The elemental composition of the untreated and fungal-treated switchgrass grinds is presented in Table 6. Minimal changes in the elemental composition of the fungal-treated samples with respect to the untreated were observed. The percentage of ash content in the control sample (untreated) was found to be 17.5% higher than that in the Tv 52J-treated sample and 16.3% lower than the PC-treated sample. The ash content of switchgrass pretreated with fungal strains reported in this present study differs slightly with the result of our previous study on fungal-treated switchgrass pellets [31]. The variation in percentage of ash content is probably related to the different pretreatment conditions used in the two studies. The percentage composition of biomass at varying pretreatment conditions is often not the same.
The mineral composition of the ash of the switchgrass samples presented in Table 7 shows that basic elements in the ash ranged between 10.63 and14.40 mg g−1, while heavy metals ranged between 0.17 and 0.25 mg g−1. Calcium, potassium, magnesium, phosphorous, and sulfur were the dominant macro elements present in the ash, with calcium having the highest share of the total weight of all the elements. Consequently, there is a low likelihood of having a slagging problem in combustion systems using switchgrass pellets despite its high ash content in comparison to woody biomass. The mineral composition of ash and its combustion temperature have been identified as the root causes of fouling and slagging rather than the percentage of ash content [71]. The presence of calcium as a major element in switchgrass ash lowers the risk of slagging in combustion systems because of its high melting point. The fouling and slagging indexes of switchgrass and hardwood were assessed, and the result indicated that switchgrass has a lower potential for fouling and slagging in biomass combustion systems [72]. With the significant concentration of K, P, Ca, and S, and low concentration of heavy metals in fungal-treated switchgrass ash, it can serve as fertilizer for agricultural purposes. This study clearly demonstrated that the solid-state fermentation of biomass using white rot fungi can enhance the enzymatic digestibility of cellulose. It was also established that the solid-state fermentation of biomass at short fermentation times is more likely to enhance enzymatic saccharification than long fermentation times. The reduction in fermentation time is believed to positively impact the cost of fungal pretreatment. Additionally, the findings of this study have shown that different chemical and structural changes in lignocellulosic biomass are required for enhanced enzymatic digestibility and improved pellet quality.

4. Conclusions

A study on the optimization of solid-state fermentation using white rot fungi and switchgrass as feedstock was conducted.
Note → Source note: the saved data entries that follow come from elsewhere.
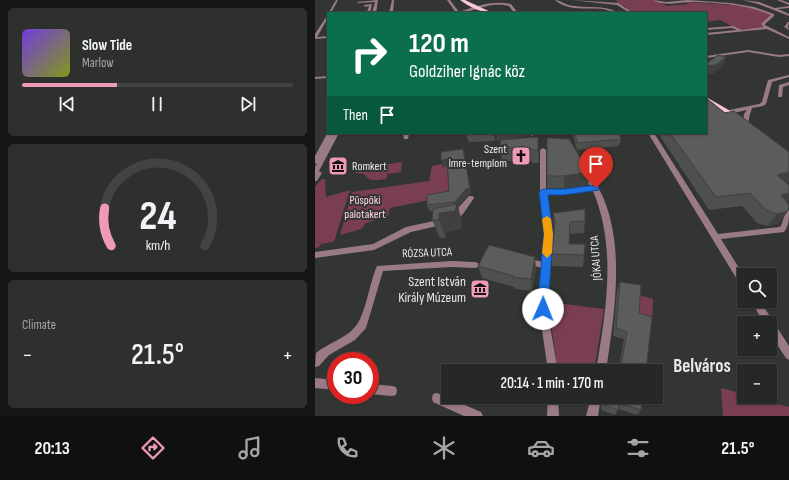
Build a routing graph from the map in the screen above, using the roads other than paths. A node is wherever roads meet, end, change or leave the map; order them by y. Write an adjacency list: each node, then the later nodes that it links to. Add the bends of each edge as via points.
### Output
1 (337, 0): 21 (street)
2 (377, 0): 13 (street); 24 (street)
3 (393, 0): 25 (street)
4 (448, 0): 26 (street)
5 (463, 0): 14 (main road)
6 (556, 0): 29 (street, via 563,5)
7 (572, 0): 30 (street, via 618,4)
8 (654, 0): 34 (street, via 660,3 687,1 746,5 773,16 763,24)
9 (737, 0): 20 (street, via 756,2)
10 (779, 0): 15 (street)
11 (786, 0): 15 (street)
12 (358, 2): 13 (street)
13 (368, 2): 17 (street)
14 (467, 2): 18 (main road); 26 (street)
15 (789, 3)
16 (488, 5): 18 (street); 27 (street); 28 (street, via 508,4)
17 (365, 6): 22 (street); 23 (street, via 371,6)
18 (476, 7): 26 (street); 27 (main road)
19 (789, 7): 20 (street)
20 (774, 9): 31 (street)
21 (330, 12)
22 (364, 12)
23 (369, 12)
24 (374, 12)
25 (391, 12)
26 (461, 12): 27 (street)
27 (488, 12)
28 (515, 12)
29 (614, 12)
30 (630, 12)
31 (789, 15)
32 (327, 17): 42 (street)
33 (789, 23): 36 (street, via 786,27)
34 (767, 28): 37 (street); 40 (street)
35 (707, 29): 37 (street, via 733,27)
36 (789, 29)
37 (742, 31): 39 (street)
38 (789, 33): 40 (street)
39 (707, 34)
40 (781, 34): 43 (street)
41 (327, 37): 42 (street)
42 (315, 38)
43 (789, 38)
44 (707, 53): 46 (street)
45 (789, 55): 46 (street, via 748,51)
46 (713, 56): 47 (street)
47 (707, 57)
48 (789, 76): 54 (street, via 771,80 763,104)
49 (327, 77): 50 (street)
50 (315, 78)
51 (789, 83): 52 (street, via 781,86)
52 (780, 96)
53 (707, 100): 55 (main road)
54 (750, 108): 55 (street); 56 (street)
55 (729, 112): 56 (main road)
56 (746, 123): 57 (main road)
57 (755, 129)
58 (329, 134): 62 (street)
59 (335, 134): 64 (street)
60 (652, 134): 70 (street)
61 (543, 150): 67 (street)
62 (315, 162)
63 (578, 162): 66 (street, JÓKAI UTCA)
64 (315, 171): 65 (street, via 319,173)
65 (315, 179)
66 (596, 188): 67 (street); 80 (street, JÓKAI UTCA, via 606,221 611,260 609,309)
67 (543, 192): 74 (street, via 549,234)
68 (471, 198): 71 (street, via 460,212 449,220 409,229 374,247)
69 (789, 213): 70 (street, via 781,230)
70 (715, 237): 75 (street)
71 (315, 255)
72 (517, 259): 74 (street)
73 (475, 265): 78 (street, RÓZSA UTCA, via 380,268 363,325 358,333 322,354)
74 (546, 266): 79 (street, via 543,309)
75 (737, 272)
76 (777, 336): 77 (street)
77 (789, 355)
78 (315, 362)
79 (552, 364)
80 (602, 364)
81 (315, 384): 82 (street)
82 (327, 385)
83 (379, 390): 84 (street)
84 (392, 391)
85 (437, 398): 88 (street)
86 (553, 404): 89 (street)
87 (595, 404): 90 (street)
88 (477, 416)
89 (553, 416)
90 (592, 416)

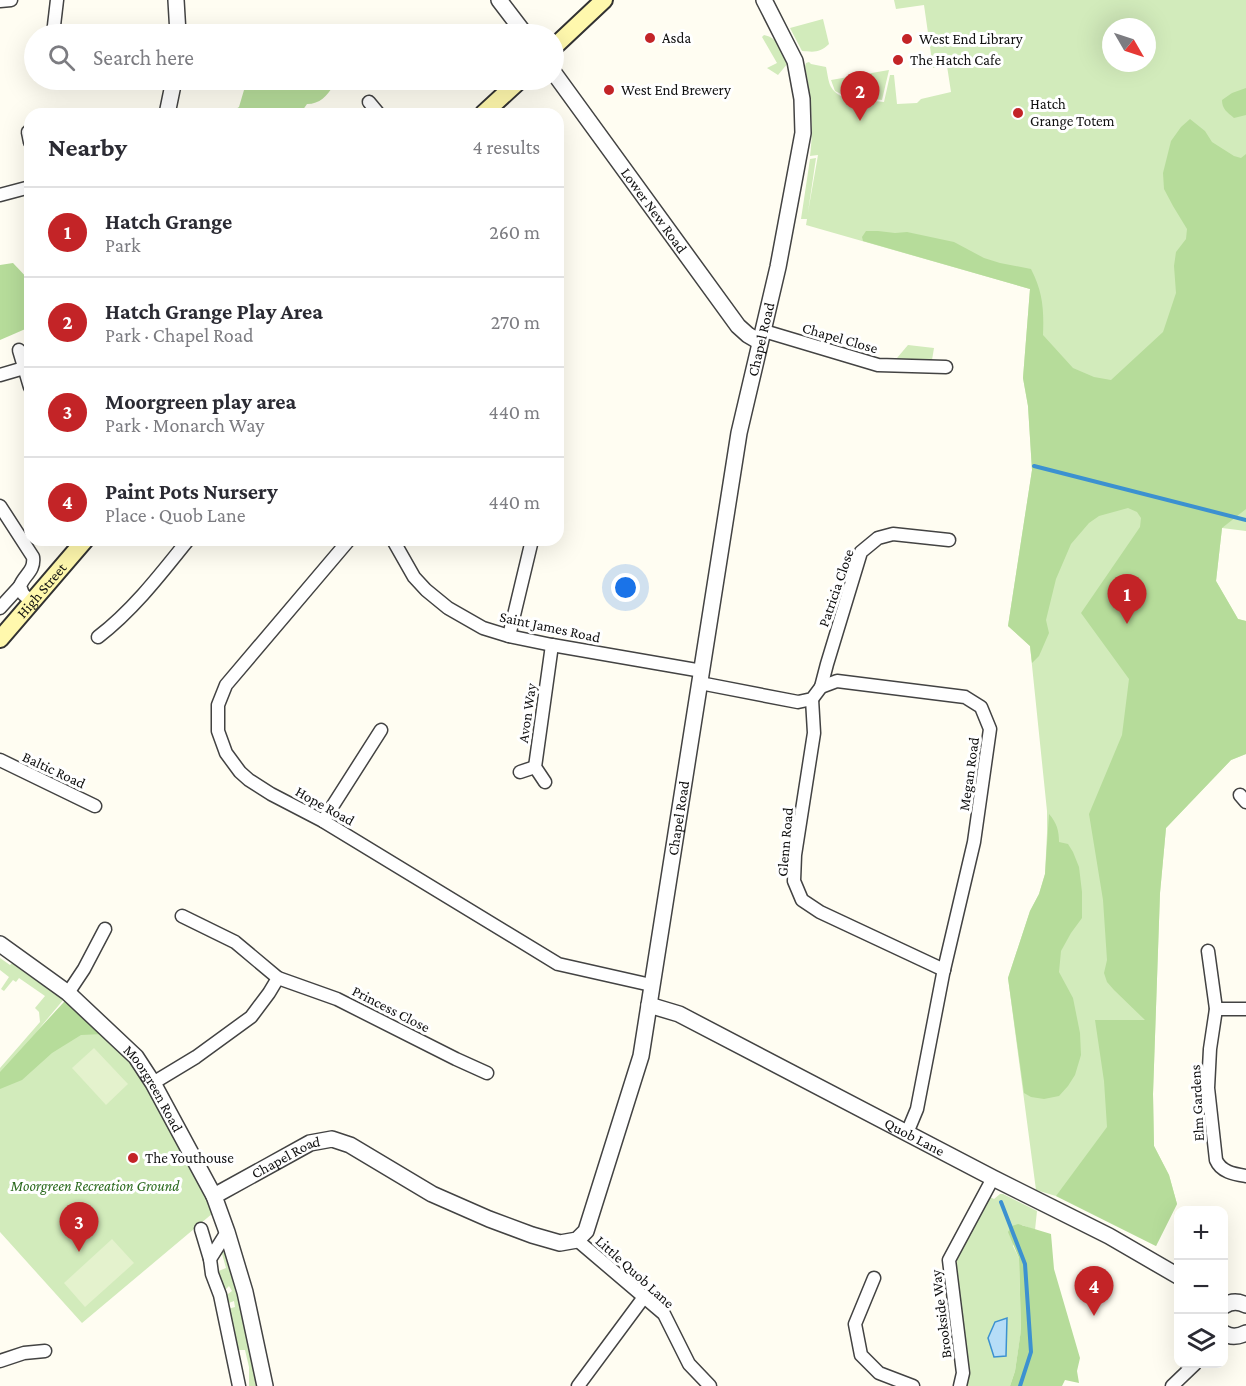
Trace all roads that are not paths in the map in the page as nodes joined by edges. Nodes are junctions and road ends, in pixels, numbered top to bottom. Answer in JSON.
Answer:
{"nodes":[{"id":1,"x":11,"y":0,"type":"edge"},
{"id":2,"x":57,"y":0,"type":"edge"},
{"id":3,"x":176,"y":0,"type":"edge"},
{"id":4,"x":499,"y":0,"type":"edge"},
{"id":5,"x":604,"y":0,"type":"edge"},
{"id":6,"x":764,"y":0,"type":"edge"},
{"id":7,"x":0,"y":1,"type":"edge"},
{"id":8,"x":54,"y":24,"type":"edge"},
{"id":9,"x":177,"y":24,"type":"edge"},
{"id":10,"x":517,"y":24,"type":"edge"},
{"id":11,"x":564,"y":38,"type":"edge"},
{"id":12,"x":564,"y":87,"type":"edge"},
{"id":13,"x":172,"y":90,"type":"edge"},
{"id":14,"x":508,"y":90,"type":"edge"},
{"id":15,"x":369,"y":102,"type":"dead end"},
{"id":16,"x":168,"y":108,"type":"edge"},
{"id":17,"x":374,"y":108,"type":"edge"},
{"id":18,"x":489,"y":108,"type":"edge"},
{"id":19,"x":24,"y":189,"type":"edge"},
{"id":20,"x":0,"y":195,"type":"edge"},
{"id":21,"x":762,"y":337,"type":"junction"},
{"id":22,"x":19,"y":350,"type":"dead end"},
{"id":23,"x":946,"y":367,"type":"dead end"},
{"id":24,"x":24,"y":368,"type":"joint"},
{"id":25,"x":0,"y":375,"type":"edge"},
{"id":26,"x":0,"y":506,"type":"edge"},
{"id":27,"x":949,"y":540,"type":"dead end"},
{"id":28,"x":24,"y":544,"type":"edge"},
{"id":29,"x":25,"y":546,"type":"edge"},
{"id":30,"x":80,"y":546,"type":"edge"},
{"id":31,"x":184,"y":546,"type":"edge"},
{"id":32,"x":344,"y":546,"type":"edge"},
{"id":33,"x":396,"y":546,"type":"edge"},
{"id":34,"x":530,"y":546,"type":"edge"},
{"id":35,"x":20,"y":586,"type":"junction"},
{"id":36,"x":32,"y":602,"type":"junction"},
{"id":37,"x":0,"y":608,"type":"edge"},
{"id":38,"x":508,"y":636,"type":"junction"},
{"id":39,"x":98,"y":638,"type":"dead end"},
{"id":40,"x":0,"y":639,"type":"edge"},
{"id":41,"x":552,"y":645,"type":"junction"},
{"id":42,"x":701,"y":677,"type":"junction"},
{"id":43,"x":821,"y":687,"type":"junction"},
{"id":44,"x":812,"y":699,"type":"junction"},
{"id":45,"x":381,"y":730,"type":"dead end"},
{"id":46,"x":0,"y":760,"type":"edge"},
{"id":47,"x":535,"y":767,"type":"junction"},
{"id":48,"x":520,"y":772,"type":"dead end"},
{"id":49,"x":546,"y":782,"type":"dead end"},
{"id":50,"x":95,"y":806,"type":"dead end"},
{"id":51,"x":324,"y":821,"type":"junction"},
{"id":52,"x":182,"y":916,"type":"dead end"},
{"id":53,"x":105,"y":929,"type":"dead end"},
{"id":54,"x":0,"y":944,"type":"edge"},
{"id":55,"x":1208,"y":951,"type":"dead end"},
{"id":56,"x":944,"y":970,"type":"junction"},
{"id":57,"x":278,"y":978,"type":"junction"},
{"id":58,"x":651,"y":985,"type":"junction"},
{"id":59,"x":68,"y":993,"type":"junction"},
{"id":60,"x":649,"y":1005,"type":"junction"},
{"id":61,"x":1216,"y":1009,"type":"junction"},
{"id":62,"x":1246,"y":1009,"type":"edge"},
{"id":63,"x":487,"y":1073,"type":"dead end"},
{"id":64,"x":153,"y":1083,"type":"junction"},
{"id":65,"x":907,"y":1133,"type":"junction"},
{"id":66,"x":1246,"y":1176,"type":"edge"},
{"id":67,"x":993,"y":1178,"type":"junction"},
{"id":68,"x":214,"y":1196,"type":"junction"},
{"id":69,"x":201,"y":1229,"type":"dead end"},
{"id":70,"x":227,"y":1232,"type":"junction"},
{"id":71,"x":577,"y":1240,"type":"junction"},
{"id":72,"x":210,"y":1259,"type":"junction"},
{"id":73,"x":1174,"y":1273,"type":"edge"},
{"id":74,"x":874,"y":1278,"type":"dead end"},
{"id":75,"x":644,"y":1297,"type":"junction"},
{"id":76,"x":1228,"y":1304,"type":"edge"},
{"id":77,"x":1246,"y":1305,"type":"edge"},
{"id":78,"x":1246,"y":1333,"type":"edge"},
{"id":79,"x":1228,"y":1335,"type":"edge"},
{"id":80,"x":45,"y":1351,"type":"dead end"},
{"id":81,"x":0,"y":1361,"type":"edge"},
{"id":82,"x":1191,"y":1368,"type":"edge"},
{"id":83,"x":239,"y":1386,"type":"edge"},
{"id":84,"x":265,"y":1386,"type":"edge"},
{"id":85,"x":578,"y":1386,"type":"edge"},
{"id":86,"x":710,"y":1386,"type":"edge"},
{"id":87,"x":913,"y":1386,"type":"edge"},
{"id":88,"x":960,"y":1386,"type":"edge"},
{"id":89,"x":1172,"y":1386,"type":"edge"}],
"edges":[{"from":1,"to":7,"type":"street"},
{"from":2,"to":8,"type":"street"},
{"from":3,"to":9,"type":"street"},
{"from":4,"to":10,"type":"street"},
{"from":5,"to":11,"type":"main road"},
{"from":6,"to":21,"type":"street","name":"Chapel Road"},
{"from":12,"to":21,"type":"street","name":"Lower New Road"},
{"from":13,"to":16,"type":"street"},
{"from":14,"to":18,"type":"main road"},
{"from":15,"to":17,"type":"street"},
{"from":19,"to":20,"type":"street"},
{"from":21,"to":23,"type":"street","name":"Chapel Close"},
{"from":21,"to":42,"type":"street","name":"Chapel Road"},
{"from":22,"to":24,"type":"street"},
{"from":24,"to":25,"type":"street"},
{"from":26,"to":28,"type":"street"},
{"from":27,"to":43,"type":"street","name":"Patricia Close"},
{"from":29,"to":35,"type":"street"},
{"from":30,"to":36,"type":"main road","name":"High Street"},
{"from":31,"to":39,"type":"street"},
{"from":32,"to":51,"type":"street","name":"Hope Road"},
{"from":33,"to":38,"type":"street","name":"Saint James Road"},
{"from":34,"to":38,"type":"street"},
{"from":35,"to":36,"type":"street"},
{"from":35,"to":37,"type":"street"},
{"from":36,"to":40,"type":"main road","name":"High Street"},
{"from":38,"to":41,"type":"street","name":"Saint James Road"},
{"from":41,"to":42,"type":"street","name":"Saint James Road"},
{"from":41,"to":47,"type":"street","name":"Avon Way"},
{"from":42,"to":44,"type":"street"},
{"from":42,"to":58,"type":"street","name":"Chapel Road"},
{"from":43,"to":44,"type":"street"},
{"from":43,"to":56,"type":"street","name":"Megan Road"},
{"from":44,"to":56,"type":"street","name":"Glenn Road"},
{"from":45,"to":51,"type":"street"},
{"from":46,"to":50,"type":"street","name":"Baltic Road"},
{"from":47,"to":48,"type":"street"},
{"from":47,"to":49,"type":"street"},
{"from":51,"to":58,"type":"street","name":"Hope Road"},
{"from":52,"to":57,"type":"street","name":"Princess Close"},
{"from":53,"to":59,"type":"street"},
{"from":54,"to":59,"type":"street","name":"Moorgreen Road"},
{"from":55,"to":61,"type":"street","name":"Elm Gardens"},
{"from":56,"to":65,"type":"street","name":"Megan Road"},
{"from":57,"to":63,"type":"street","name":"Princess Close"},
{"from":57,"to":64,"type":"street"},
{"from":58,"to":60,"type":"street","name":"Chapel Road"},
{"from":59,"to":64,"type":"street","name":"Moorgreen Road"},
{"from":60,"to":65,"type":"street","name":"Quob Lane"},
{"from":60,"to":71,"type":"street","name":"Chapel Road"},
{"from":61,"to":62,"type":"street"},
{"from":61,"to":66,"type":"street","name":"Elm Gardens"},
{"from":64,"to":68,"type":"street","name":"Moorgreen Road"},
{"from":65,"to":67,"type":"street","name":"Quob Lane"},
{"from":67,"to":73,"type":"street","name":"Quob Lane"},
{"from":67,"to":88,"type":"street","name":"Brookside Way"},
{"from":68,"to":70,"type":"street","name":"Moorgreen Road"},
{"from":68,"to":71,"type":"street","name":"Chapel Road"},
{"from":69,"to":72,"type":"street"},
{"from":70,"to":72,"type":"street"},
{"from":70,"to":84,"type":"street","name":"Moorgreen Road"},
{"from":71,"to":75,"type":"street","name":"Little Quob Lane"},
{"from":72,"to":83,"type":"street"},
{"from":74,"to":87,"type":"street"},
{"from":75,"to":85,"type":"street"},
{"from":75,"to":86,"type":"street","name":"Little Quob Lane"},
{"from":76,"to":77,"type":"street"},
{"from":78,"to":79,"type":"street"},
{"from":80,"to":81,"type":"street"},
{"from":82,"to":89,"type":"street"}]}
The ANOVA shows that, for the SSF of switchgrass with PC and Tv 52J, fermentation temperature had a significant (p < 0.05) effect on the response variables studied, while fermentation time was more statistically significant for pretreatment with Tv m4D. Fungal pretreatment under low severity (22 °C and 21 d), which is relatively energy-saving and cost-effective, resulted in a higher yield of total reducing sugar than pretreatment at high severity (34 °C and 35 d). Among the white rot fungi, Tv 52J led to a significant increase in the percentage of digestion of cellulose, which further increased by 5.5% after pelletization. This study has shown that longer fermentation times negatively impacted the output of enzymatic hydrolysis despite the high delignification that is associated with long fermentation times. Additionally, the optimum fungal pretreatment conditions favorable to enzymatic digestibility have an opposite effect on the quality of switchgrass pellets. Fungal pretreatment can enhance the enzymatic digestibility of lignocellulosic biomass with minimal environmental burden, but the fermentable sugar yield may not be sufficient for a sustainable cellulosic ethanol production. However, further investigations on biological delignification kinetics and the interactive effect of fungal metabolites and hydrolytic enzymes on enzymatic digestibility are needed for improved process optimization.

Supplementary Materials

The following supporting information can be downloaded at: https://www.mdpi.com/article/10.3390/fuels3040043/s1, Table S1: Percentage total available carbohydrate, cellulose loss, delignification, and selectivity value of fungal treated switchgrass.

Author Contributions

Conceptualization: O.O.O., L.G.T. and T.D.; methodology: O.O.O., L.G.T. and T.D.; software: O.O.O.; validation: O.O.O., L.G.T. and T.D.; formal analysis: O.O.O.; investigation: O.O.O.; resources: O.O.O., L.G.T. and T.D.; data curation: O.O.O.; writing—original draft preparation: O.O.O.; writing—review and editing: O.O.O., L.G.T., T.D., E.M. and D.C.; visualization: O.O.O.; supervision: L.G.T. and T.D.; project administration: L.G.T. and T.D.; funding acquisition: L.G.T., T.D., E.M. and D.C. All authors have read and agreed to the published version of the manuscript.

Funding

This research was funded by Biofuel Network (BFN) (ASC-16) and Natural Sciences and Engineering Research Council Canada (NSERC) (RGPIN-2017-05287). We also acknowledge the funding support from the University of Saskatchewan (CGPS Dean’s Scholarship).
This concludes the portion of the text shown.